Triage under the small school tent


Jake Giessman
Summer 2010

When I became head of Academy Hill School (Massachusetts), in charge of 100 students, grades K–8, my contract guaranteed me a new laptop. I preferred first to get the other computers in the building up to speed, so I made do with an old-timer replete with outmoded ports and slots. It served me well, but slowly. It also incessantly flashed the following alert:

Your system is low on virtual memory. Windows is increasing the size of your virtual memory paging file.

I researched the problem and found a golden metaphor for my life at a small school.

It turns out that, when there are too many programs running on a computer or when certain programs are running for too many days in a row, the computer runs out of RAM, the class of computer memory akin to our working memory. It simply can’t hold so many programs at the front of its brain at once, so it enlists the help of virtual memory. This involves carving out inactive chunks of each task and setting them aside in the computer’s long-term memory until needed again.

Turn from my monitor to the sticky notes and file folders covering my desk (and every surface near it) and you’ll see: I do the same thing as my computer.

My work life is all about too many programs running at once. A teacher knocking on my door, the voicemail light blinking, clogged toilet scrawled on the back of my hand. Clearing my email inbox while waiting for a budget to print while rehearsing for an awkward parent meeting while worrying about the faculty’s expensive single-serve coffee habit. Oh, and the kindergartners are here to read their story and the fanatical fire inspector just pulled up the driveway for a surprise visit.

Constant triage is the only hope for survival. First, anything trivial — a survey, a chain email, a newsletter — is chucked at first sight. Second, anything that can be done immediately gets done immediately. “Are you sure?” a teacher will ask. “You really don’t need to see the sand paintings this very second.”

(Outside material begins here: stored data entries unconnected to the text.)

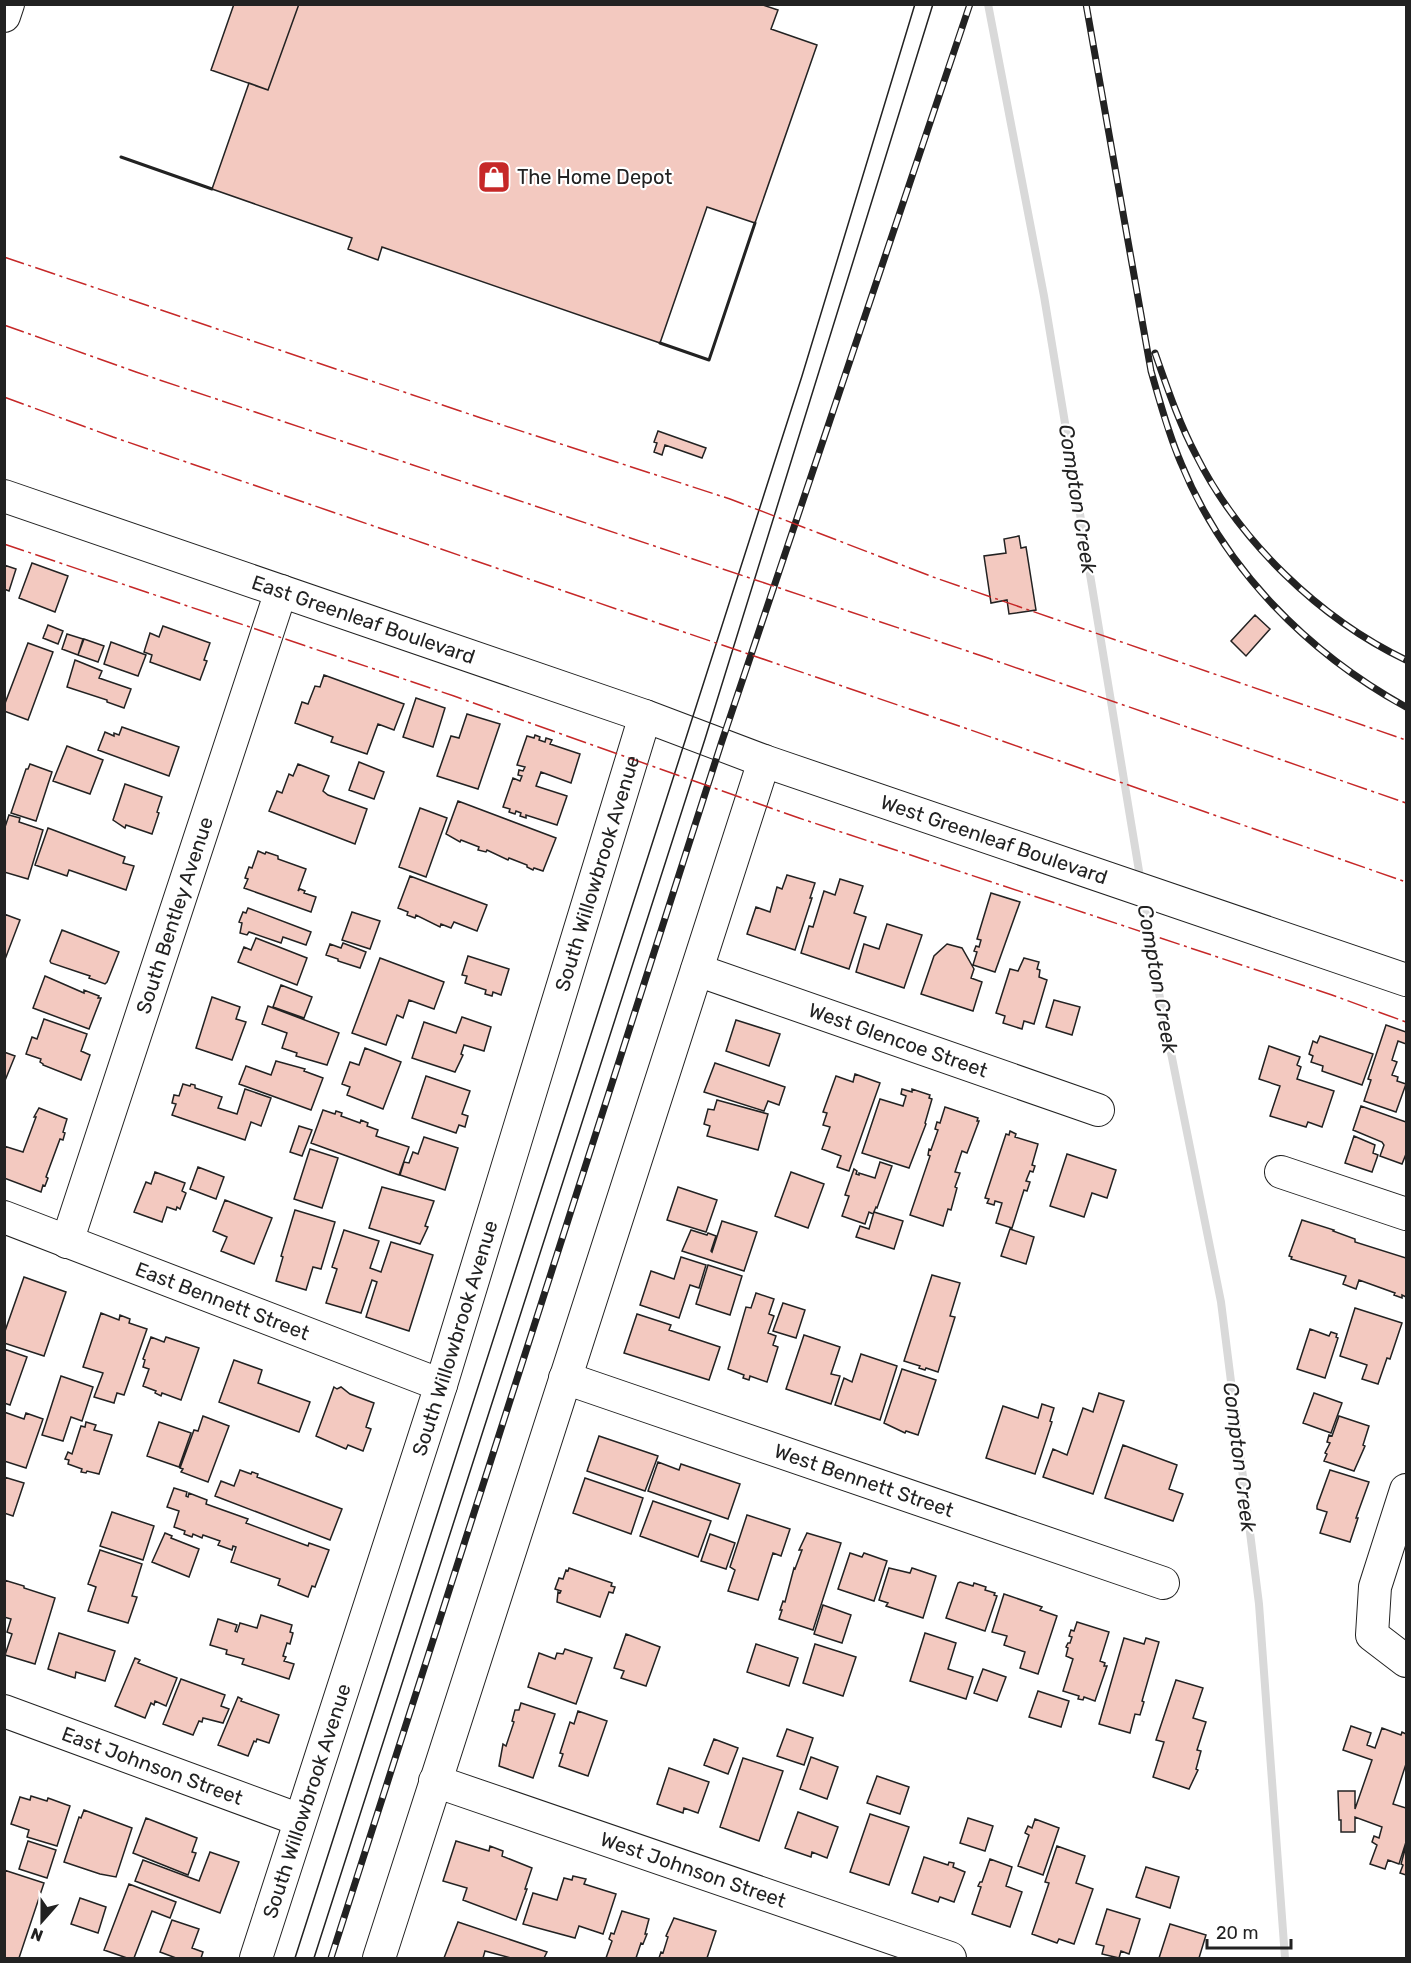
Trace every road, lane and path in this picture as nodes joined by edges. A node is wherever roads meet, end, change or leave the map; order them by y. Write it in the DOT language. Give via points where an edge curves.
graph roads {
  1 [pos="8,4"];
  2 [pos="4,16"];
  3 [pos="4,496"];
  4 [pos="281,591"];
  5 [pos="645,716"];
  6 [pos="721,744"];
  7 [pos="764,761"];
  8 [pos="697,970"];
  9 [pos="1407,980"];
  10 [pos="1098,1110"];
  11 [pos="1281,1173"];
  12 [pos="1407,1214"];
  13 [pos="4,1218"];
  14 [pos="67,1242"];
  15 [pos="566,1378"];
  16 [pos="441,1386"];
  17 [pos="1407,1490"];
  18 [pos="1163,1583"];
  19 [pos="1407,1661"];
  20 [pos="4,1711"];
  21 [pos="435,1781"];
  22 [pos="300,1820"];
  23 [pos="256,1959"];
  24 [pos="379,1959"];
  25 [pos="950,1959"];
  1 -- 2 [label="street"];
  3 -- 4 [label="street, East Greenleaf Boulevard"];
  4 -- 5 [label="street, East Greenleaf Boulevard"];
  4 -- 14 [label="street, South Bentley Avenue"];
  5 -- 6 [label="street, East Greenleaf Boulevard"];
  5 -- 16 [label="street, South Willowbrook Avenue"];
  6 -- 7 [label="street, West Greenleaf Boulevard"];
  7 -- 8 [label="street"];
  7 -- 9 [label="street, West Greenleaf Boulevard"];
  8 -- 10 [label="street, West Glencoe Street"];
  8 -- 15 [label="street"];
  11 -- 12 [label="street"];
  13 -- 14 [label="street, East Bennett Street"];
  14 -- 16 [label="street, East Bennett Street"];
  15 -- 18 [label="street, West Bennett Street"];
  15 -- 21 [label="street"];
  16 -- 22 [label="street, South Willowbrook Avenue"];
  17 -- 19 [label="street" via="1375,1587 1372,1635"];
  20 -- 22 [label="street, East Johnson Street"];
  21 -- 24 [label="street"];
  21 -- 25 [label="street, West Johnson Street"];
  22 -- 23 [label="street, South Willowbrook Avenue"];
}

Third, everything else gets opened up on my computer desktop or arranged in piles on my real desktop — forming my own ungainly version of the “page files” used in my computer’s virtual memory. I toggle through these tasks all day, lighting on anything I can make headway on, leaving everything else poised and ready, but momentarily ignored.

It works, but barely. Virtual memory, it turns out, has its limits. Data on the hard disk is time-consuming to retrieve and, when you sift through, you eventually run out of places to stick all the extra information. Navigating my piles is a task in itself and I often steal folding tables from the kitchen just to keep them from spreading across the floor.

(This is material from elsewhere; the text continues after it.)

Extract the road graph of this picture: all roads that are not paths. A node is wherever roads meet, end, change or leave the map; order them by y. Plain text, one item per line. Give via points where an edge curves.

The only real solution to the problem is adding more RAM, or working memory. That works for computers — my old PC finally seized up and I have a shiny new laptop that hasn’t blipped at me yet for over-multitasking — but I don’t know of anyone selling working memory for the human brain.

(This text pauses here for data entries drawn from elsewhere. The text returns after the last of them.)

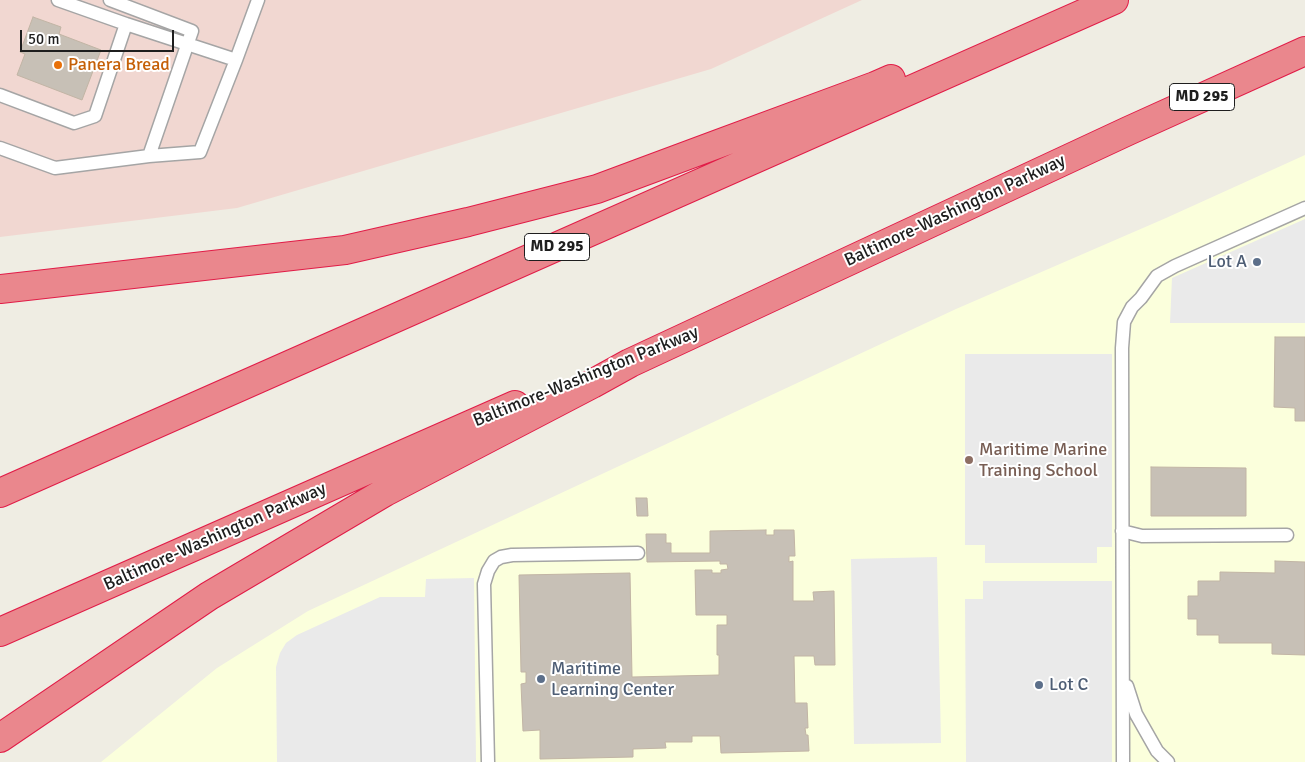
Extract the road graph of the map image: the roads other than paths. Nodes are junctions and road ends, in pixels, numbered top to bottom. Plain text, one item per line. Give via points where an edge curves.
1 (58, 0) edge
2 (110, 0) edge
3 (258, 0) edge
4 (1085, 0) edge
5 (1114, 0) edge
6 (126, 24) junction
7 (188, 44) junction
8 (1305, 51) edge
9 (236, 60) junction
10 (0, 96) edge
11 (0, 148) edge
12 (149, 156) junction
13 (1305, 208) edge
14 (0, 289) edge
15 (630, 363) junction
16 (0, 494) edge
17 (1122, 531) junction
18 (1287, 535) dead end
19 (638, 553) dead end
20 (0, 632) edge
21 (1123, 676) junction
22 (0, 738) edge
23 (488, 762) edge
24 (1123, 762) edge
25 (1168, 762) edge

1 - 6 lane
2 - 7 lane via 192,31
3 - 9 lane
4 - 14 highway via 875,86 597,190 345,250
5 - 16 highway, MD 295
6 - 7 lane
6 - 10 lane via 95,116 74,123
7 - 9 lane
7 - 12 lane
8 - 15 highway, Baltimore-Washington Parkway / MD 295
9 - 12 lane via 200,152
11 - 12 lane via 54,168
13 - 17 lane via 1157,276 1132,307 1124,322 1122,348
15 - 20 highway, Baltimore-Washington Parkway / MD 295 via 614,361
15 - 22 highway via 384,492 209,596
17 - 18 lane via 1142,536
17 - 21 lane
19 - 23 lane via 512,555 494,561 484,584
21 - 24 lane
21 - 25 lane via 1136,714 1157,751

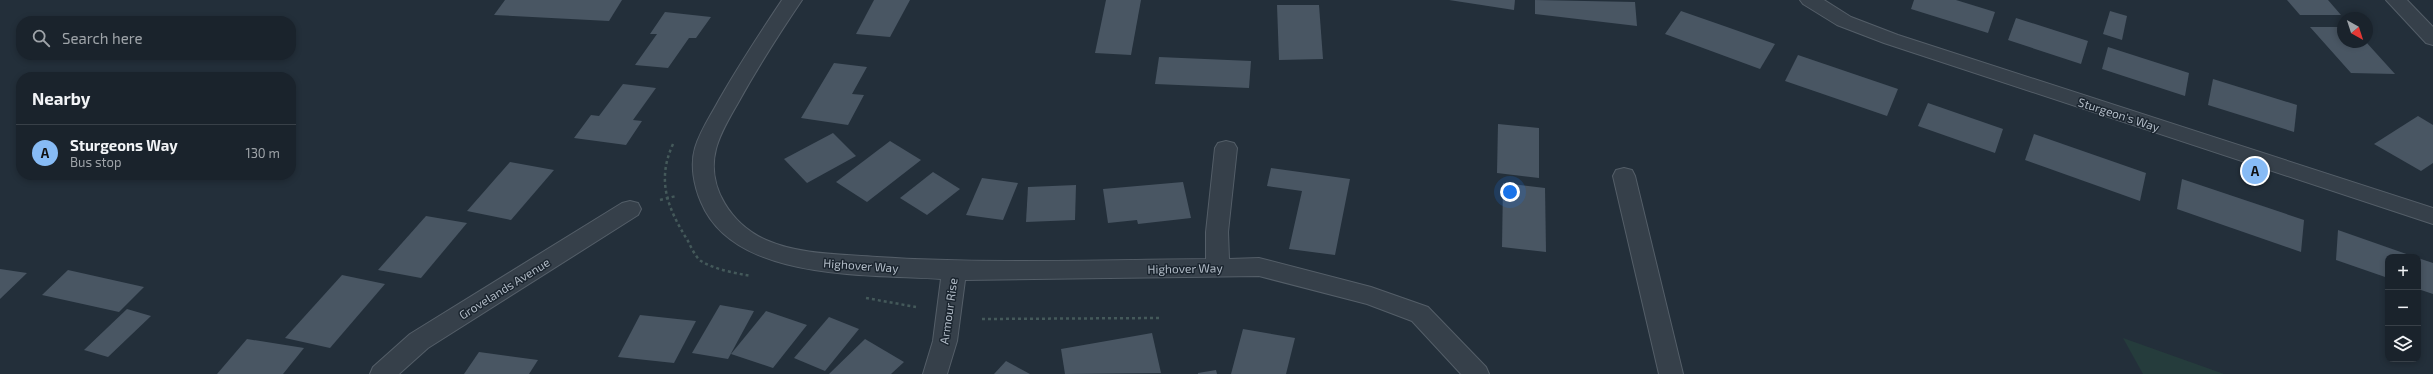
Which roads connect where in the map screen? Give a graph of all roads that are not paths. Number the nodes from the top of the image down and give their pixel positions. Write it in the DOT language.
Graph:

If I were at a bigger school, other people would be in charge of a lot of the tasks I juggle. For that matter, I’d likely have a personal assistant just to keep me organized. The head of one of those large schools recently complained to me over lunch, “My staff wonders, ‘Just what does he do in that office?’ Well, often I’m just sitting there thinking… thinking about what the school will be like in 10 years.” I like the guy, but I wanted to clobber him.

At a small school, sitting and pondering with any regularity is just not the reality. Sure, I have to think about 10 years, but I also have to run to the store to buy more whiteboard markers and drop everything to comfort the kid whose horse died. It’s how it is, and it’s part of what makes small schools special. Having a role in everything means I’m really present as a leader and manager, that I’ve got my finger on the school’s pulse. It means I get to be part of all the beautiful things that make up the school, from band-aids to diplomas. It’s harrying but meaningful.

So it’s virtual memory for me… for now. Now if I could just fit one more folding table in here….

Jake Giessman is head of Academy Hill School (Massachusetts).